- **WHAT YOU NEED TO DO**: Exact copy, no pictures: return all the data below as written.

[[ DATA TO PROCESS open ]]

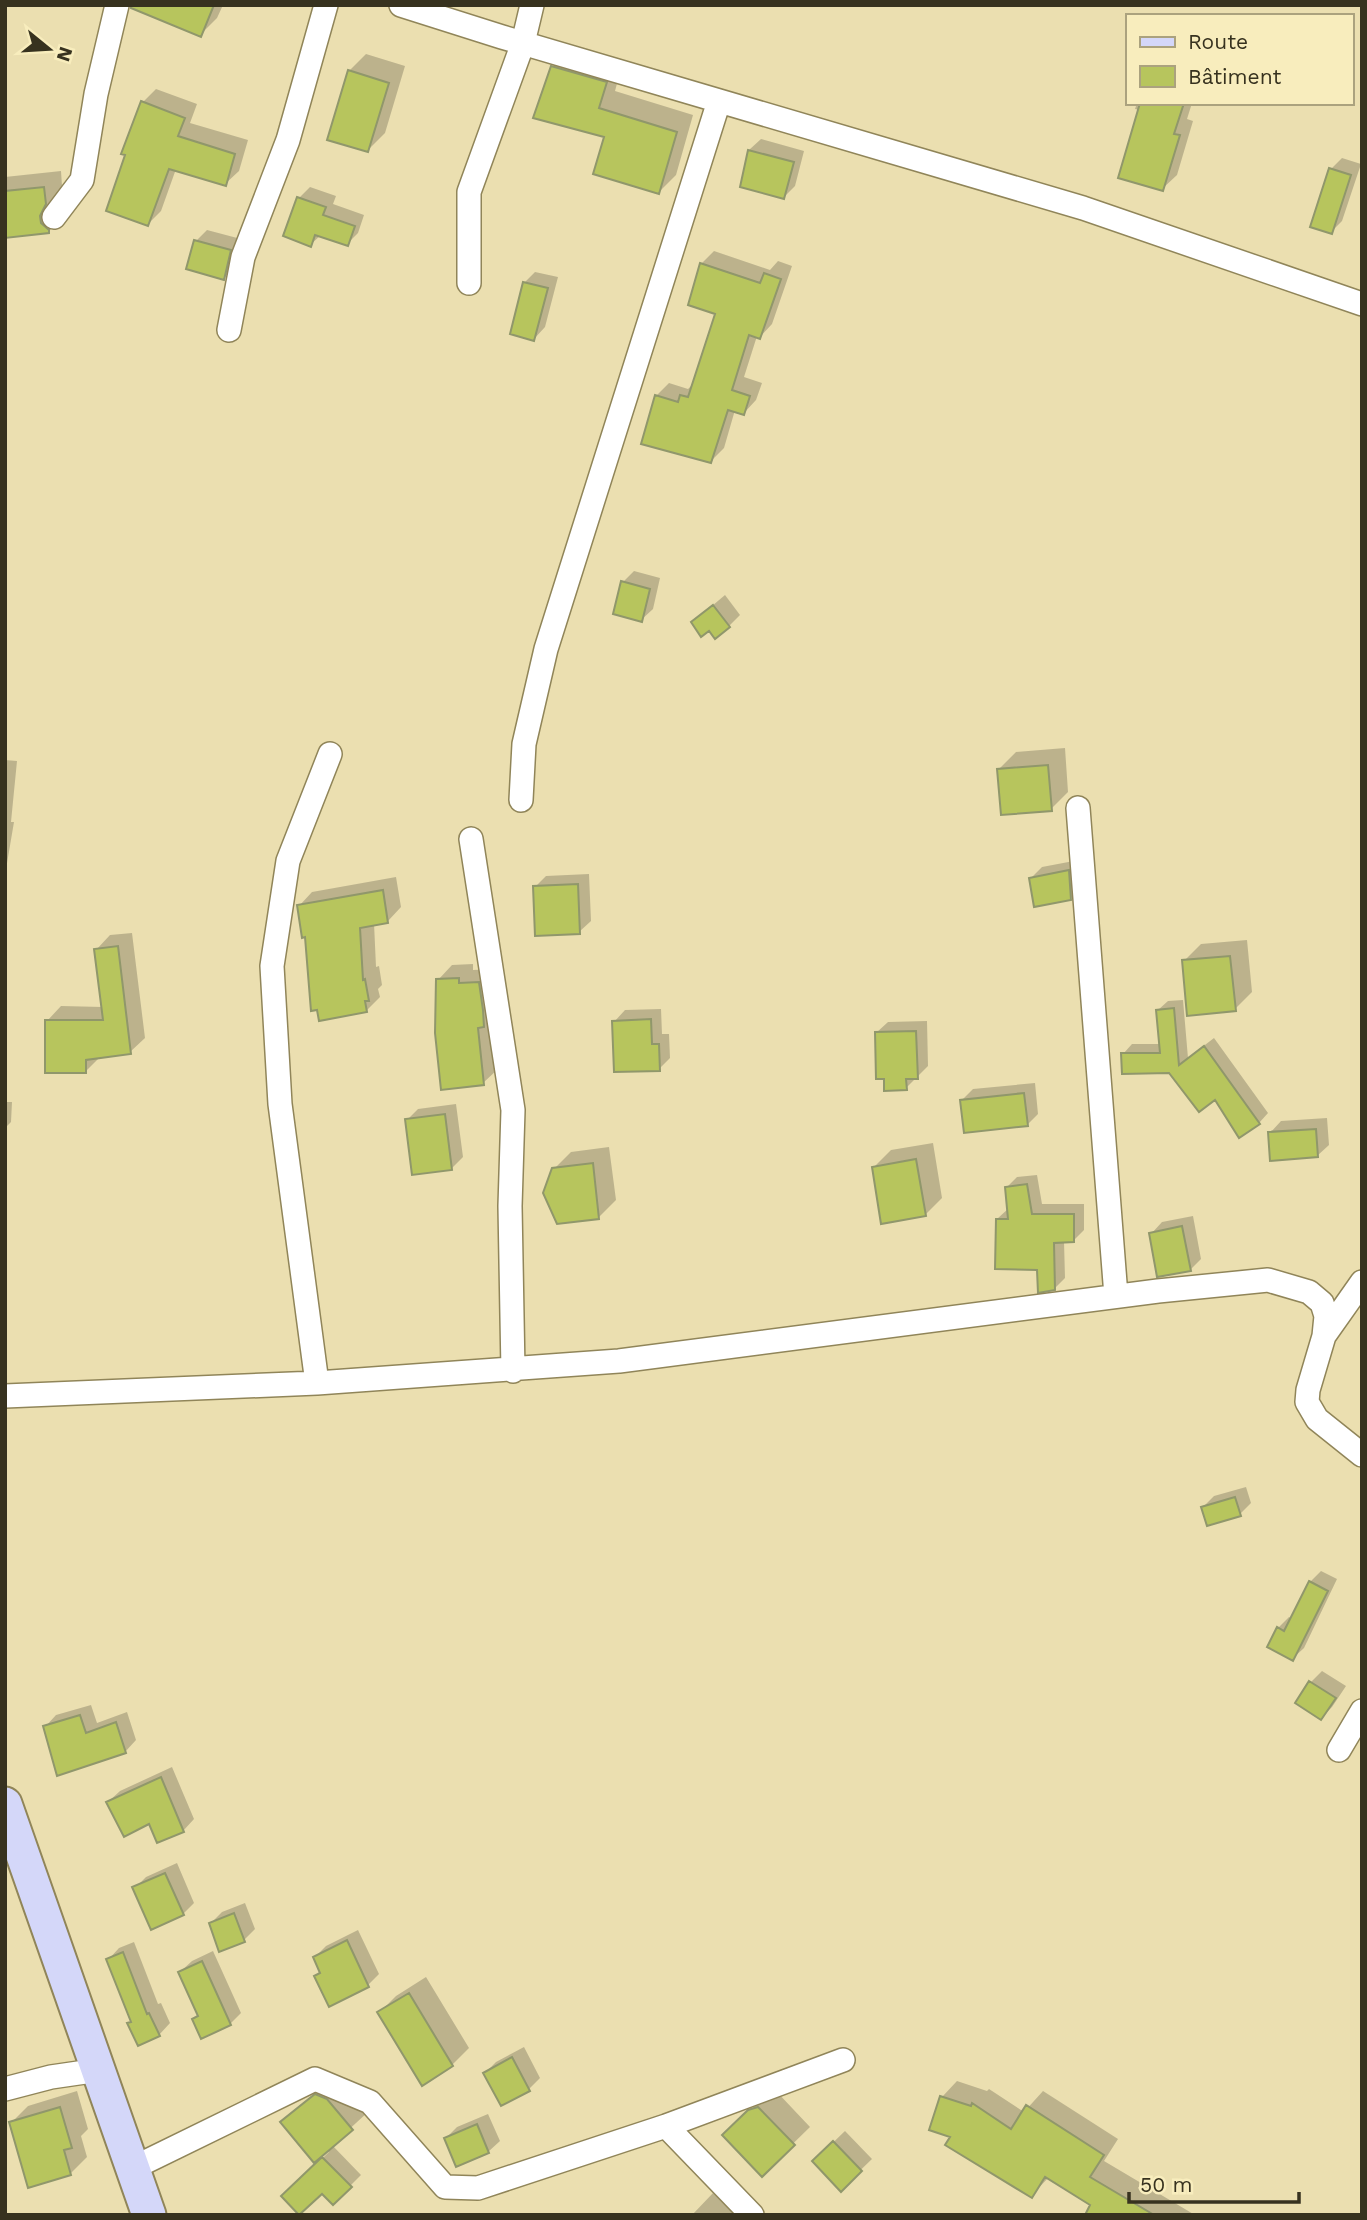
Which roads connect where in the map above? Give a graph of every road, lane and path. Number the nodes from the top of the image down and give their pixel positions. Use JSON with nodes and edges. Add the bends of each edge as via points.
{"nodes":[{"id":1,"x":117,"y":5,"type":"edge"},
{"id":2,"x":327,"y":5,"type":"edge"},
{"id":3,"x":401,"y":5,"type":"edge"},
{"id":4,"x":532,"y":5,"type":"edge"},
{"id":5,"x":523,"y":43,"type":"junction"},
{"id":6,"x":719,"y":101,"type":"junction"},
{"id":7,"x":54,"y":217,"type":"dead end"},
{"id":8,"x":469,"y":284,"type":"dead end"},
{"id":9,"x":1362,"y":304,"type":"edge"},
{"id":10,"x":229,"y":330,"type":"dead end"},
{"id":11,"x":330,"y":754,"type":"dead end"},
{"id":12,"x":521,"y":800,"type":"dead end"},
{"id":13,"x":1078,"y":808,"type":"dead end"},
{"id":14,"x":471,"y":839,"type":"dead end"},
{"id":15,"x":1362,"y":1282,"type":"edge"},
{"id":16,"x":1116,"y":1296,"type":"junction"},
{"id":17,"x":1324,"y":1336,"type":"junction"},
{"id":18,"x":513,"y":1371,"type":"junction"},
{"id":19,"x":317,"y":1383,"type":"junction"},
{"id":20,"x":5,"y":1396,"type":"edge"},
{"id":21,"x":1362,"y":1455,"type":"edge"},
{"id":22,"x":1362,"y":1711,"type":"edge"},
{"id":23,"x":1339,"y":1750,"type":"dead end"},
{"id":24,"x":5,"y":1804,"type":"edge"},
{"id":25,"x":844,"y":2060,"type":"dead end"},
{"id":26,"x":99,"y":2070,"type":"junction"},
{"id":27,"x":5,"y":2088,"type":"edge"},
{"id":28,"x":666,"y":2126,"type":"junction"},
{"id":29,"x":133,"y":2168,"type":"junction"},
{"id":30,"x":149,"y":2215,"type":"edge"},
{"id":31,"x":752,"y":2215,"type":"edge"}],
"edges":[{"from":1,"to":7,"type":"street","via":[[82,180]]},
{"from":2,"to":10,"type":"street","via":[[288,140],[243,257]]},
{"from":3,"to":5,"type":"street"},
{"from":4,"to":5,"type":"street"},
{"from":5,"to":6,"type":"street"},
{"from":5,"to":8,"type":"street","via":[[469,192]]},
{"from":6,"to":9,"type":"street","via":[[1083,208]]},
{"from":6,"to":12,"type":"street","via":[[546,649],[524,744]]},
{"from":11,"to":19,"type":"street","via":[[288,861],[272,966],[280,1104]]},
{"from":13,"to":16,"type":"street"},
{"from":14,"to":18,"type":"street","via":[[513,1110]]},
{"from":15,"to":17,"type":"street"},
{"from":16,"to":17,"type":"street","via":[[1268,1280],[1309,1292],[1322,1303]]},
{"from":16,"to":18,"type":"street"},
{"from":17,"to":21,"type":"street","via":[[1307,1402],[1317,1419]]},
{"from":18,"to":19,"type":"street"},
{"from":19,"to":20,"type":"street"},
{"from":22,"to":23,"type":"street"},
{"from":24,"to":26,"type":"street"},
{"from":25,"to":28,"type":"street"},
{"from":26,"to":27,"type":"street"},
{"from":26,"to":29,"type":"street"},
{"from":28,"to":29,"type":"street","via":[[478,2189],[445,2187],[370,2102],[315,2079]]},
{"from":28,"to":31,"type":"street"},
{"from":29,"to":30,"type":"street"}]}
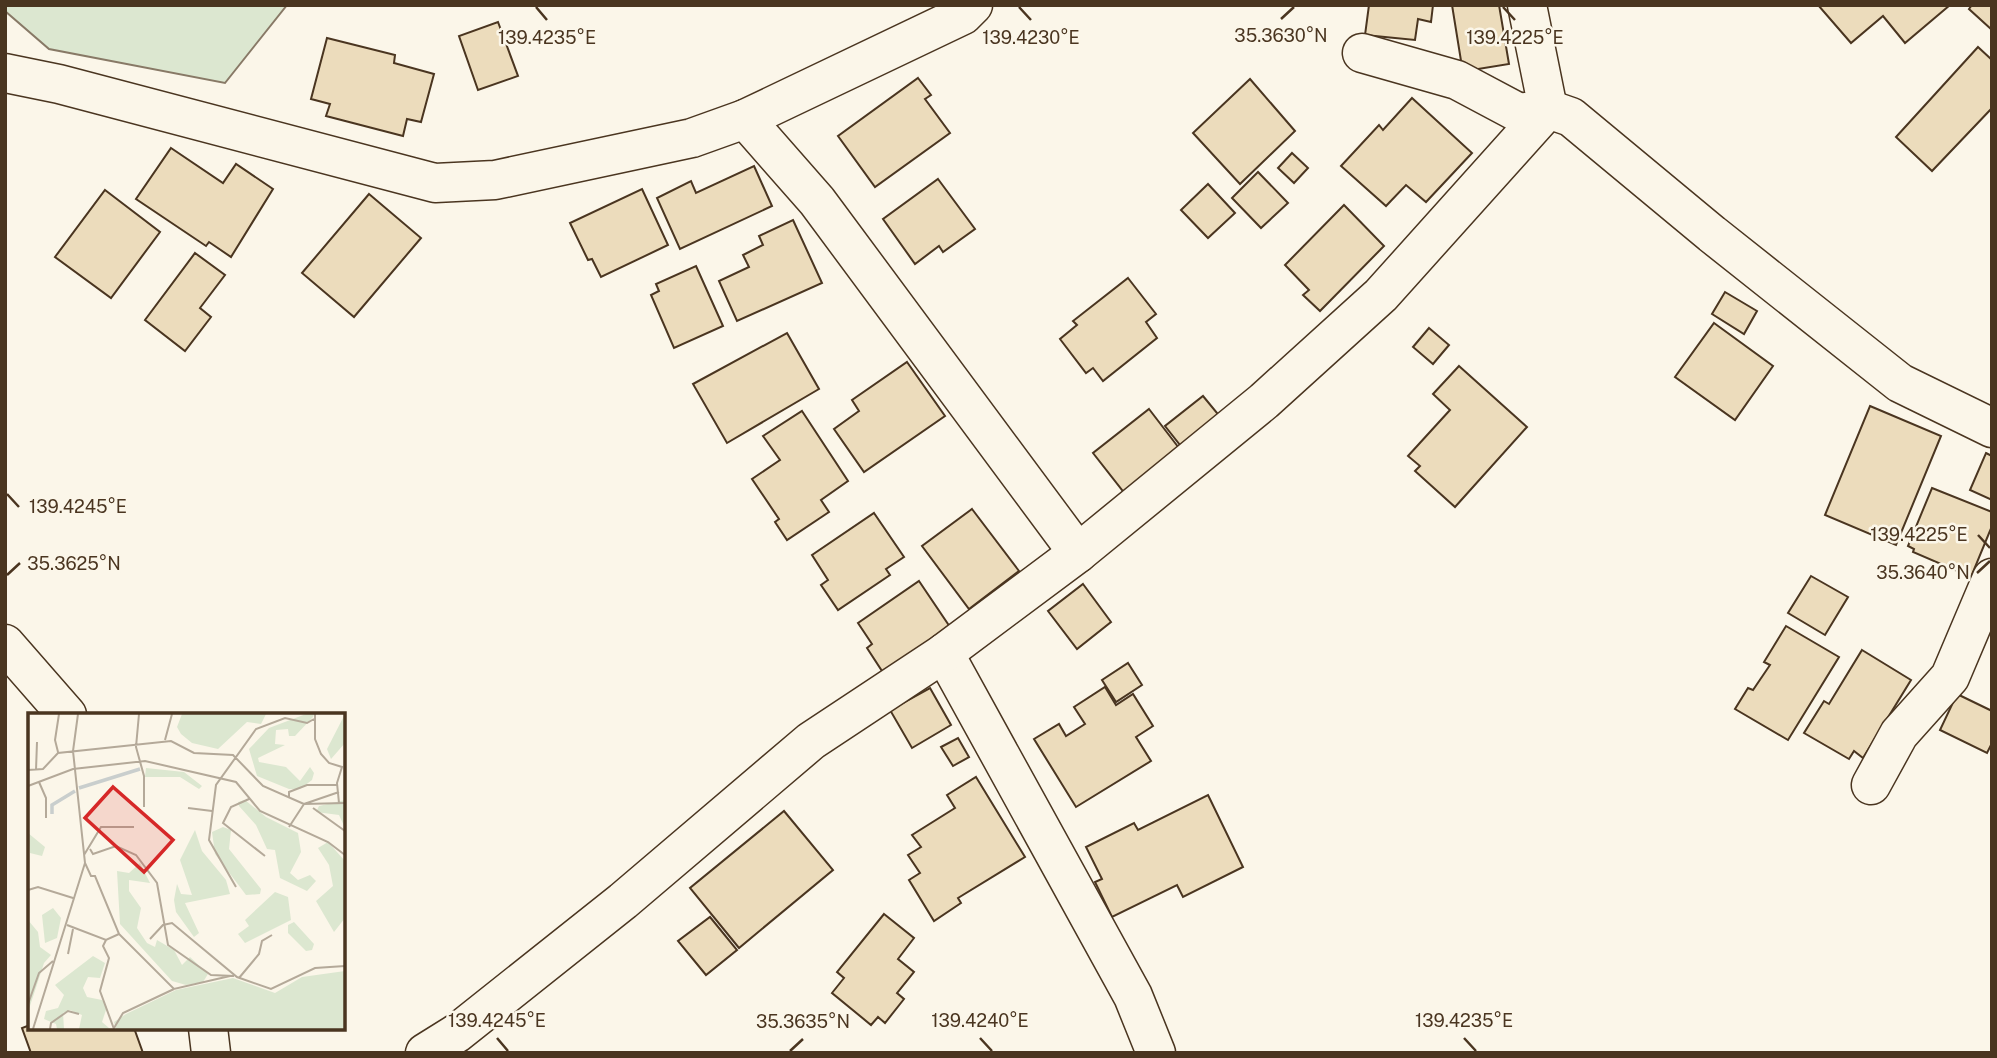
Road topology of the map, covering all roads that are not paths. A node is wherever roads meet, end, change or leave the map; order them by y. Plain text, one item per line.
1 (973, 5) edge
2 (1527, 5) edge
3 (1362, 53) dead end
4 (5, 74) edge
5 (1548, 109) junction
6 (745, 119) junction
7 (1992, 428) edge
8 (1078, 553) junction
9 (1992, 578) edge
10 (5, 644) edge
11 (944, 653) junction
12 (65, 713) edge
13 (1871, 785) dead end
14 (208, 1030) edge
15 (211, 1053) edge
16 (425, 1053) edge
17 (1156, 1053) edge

[[ DATA TO PROCESS closed ]]

- **REPLY TO THE TASK**:
Which roads connect where in the map above? Give a graph of every road, lane and path. Number the nodes from the top of the image down and give their pixel positions. Use JSON with nodes and edges. Add the bends of each edge as via points.
{"nodes":[{"id":1,"x":117,"y":5,"type":"edge"},
{"id":2,"x":327,"y":5,"type":"edge"},
{"id":3,"x":401,"y":5,"type":"edge"},
{"id":4,"x":532,"y":5,"type":"edge"},
{"id":5,"x":523,"y":43,"type":"junction"},
{"id":6,"x":719,"y":101,"type":"junction"},
{"id":7,"x":54,"y":217,"type":"dead end"},
{"id":8,"x":469,"y":284,"type":"dead end"},
{"id":9,"x":1362,"y":304,"type":"edge"},
{"id":10,"x":229,"y":330,"type":"dead end"},
{"id":11,"x":330,"y":754,"type":"dead end"},
{"id":12,"x":521,"y":800,"type":"dead end"},
{"id":13,"x":1078,"y":808,"type":"dead end"},
{"id":14,"x":471,"y":839,"type":"dead end"},
{"id":15,"x":1362,"y":1282,"type":"edge"},
{"id":16,"x":1116,"y":1296,"type":"junction"},
{"id":17,"x":1324,"y":1336,"type":"junction"},
{"id":18,"x":513,"y":1371,"type":"junction"},
{"id":19,"x":317,"y":1383,"type":"junction"},
{"id":20,"x":5,"y":1396,"type":"edge"},
{"id":21,"x":1362,"y":1455,"type":"edge"},
{"id":22,"x":1362,"y":1711,"type":"edge"},
{"id":23,"x":1339,"y":1750,"type":"dead end"},
{"id":24,"x":5,"y":1804,"type":"edge"},
{"id":25,"x":844,"y":2060,"type":"dead end"},
{"id":26,"x":99,"y":2070,"type":"junction"},
{"id":27,"x":5,"y":2088,"type":"edge"},
{"id":28,"x":666,"y":2126,"type":"junction"},
{"id":29,"x":133,"y":2168,"type":"junction"},
{"id":30,"x":149,"y":2215,"type":"edge"},
{"id":31,"x":752,"y":2215,"type":"edge"}],
"edges":[{"from":1,"to":7,"type":"street","via":[[82,180]]},
{"from":2,"to":10,"type":"street","via":[[288,140],[243,257]]},
{"from":3,"to":5,"type":"street"},
{"from":4,"to":5,"type":"street"},
{"from":5,"to":6,"type":"street"},
{"from":5,"to":8,"type":"street","via":[[469,192]]},
{"from":6,"to":9,"type":"street","via":[[1083,208]]},
{"from":6,"to":12,"type":"street","via":[[546,649],[524,744]]},
{"from":11,"to":19,"type":"street","via":[[288,861],[272,966],[280,1104]]},
{"from":13,"to":16,"type":"street"},
{"from":14,"to":18,"type":"street","via":[[513,1110]]},
{"from":15,"to":17,"type":"street"},
{"from":16,"to":17,"type":"street","via":[[1268,1280],[1309,1292],[1322,1303]]},
{"from":16,"to":18,"type":"street"},
{"from":17,"to":21,"type":"street","via":[[1307,1402],[1317,1419]]},
{"from":18,"to":19,"type":"street"},
{"from":19,"to":20,"type":"street"},
{"from":22,"to":23,"type":"street"},
{"from":24,"to":26,"type":"street"},
{"from":25,"to":28,"type":"street"},
{"from":26,"to":27,"type":"street"},
{"from":26,"to":29,"type":"street"},
{"from":28,"to":29,"type":"street","via":[[478,2189],[445,2187],[370,2102],[315,2079]]},
{"from":28,"to":31,"type":"street"},
{"from":29,"to":30,"type":"street"}]}
Road topology of the map, covering all roads that are not paths. A node is wherever roads meet, end, change or leave the map; order them by y. Plain text, one item per line.
1 (973, 5) edge
2 (1527, 5) edge
3 (1362, 53) dead end
4 (5, 74) edge
5 (1548, 109) junction
6 (745, 119) junction
7 (1992, 428) edge
8 (1078, 553) junction
9 (1992, 578) edge
10 (5, 644) edge
11 (944, 653) junction
12 (65, 713) edge
13 (1871, 785) dead end
14 (208, 1030) edge
15 (211, 1053) edge
16 (425, 1053) edge
17 (1156, 1053) edge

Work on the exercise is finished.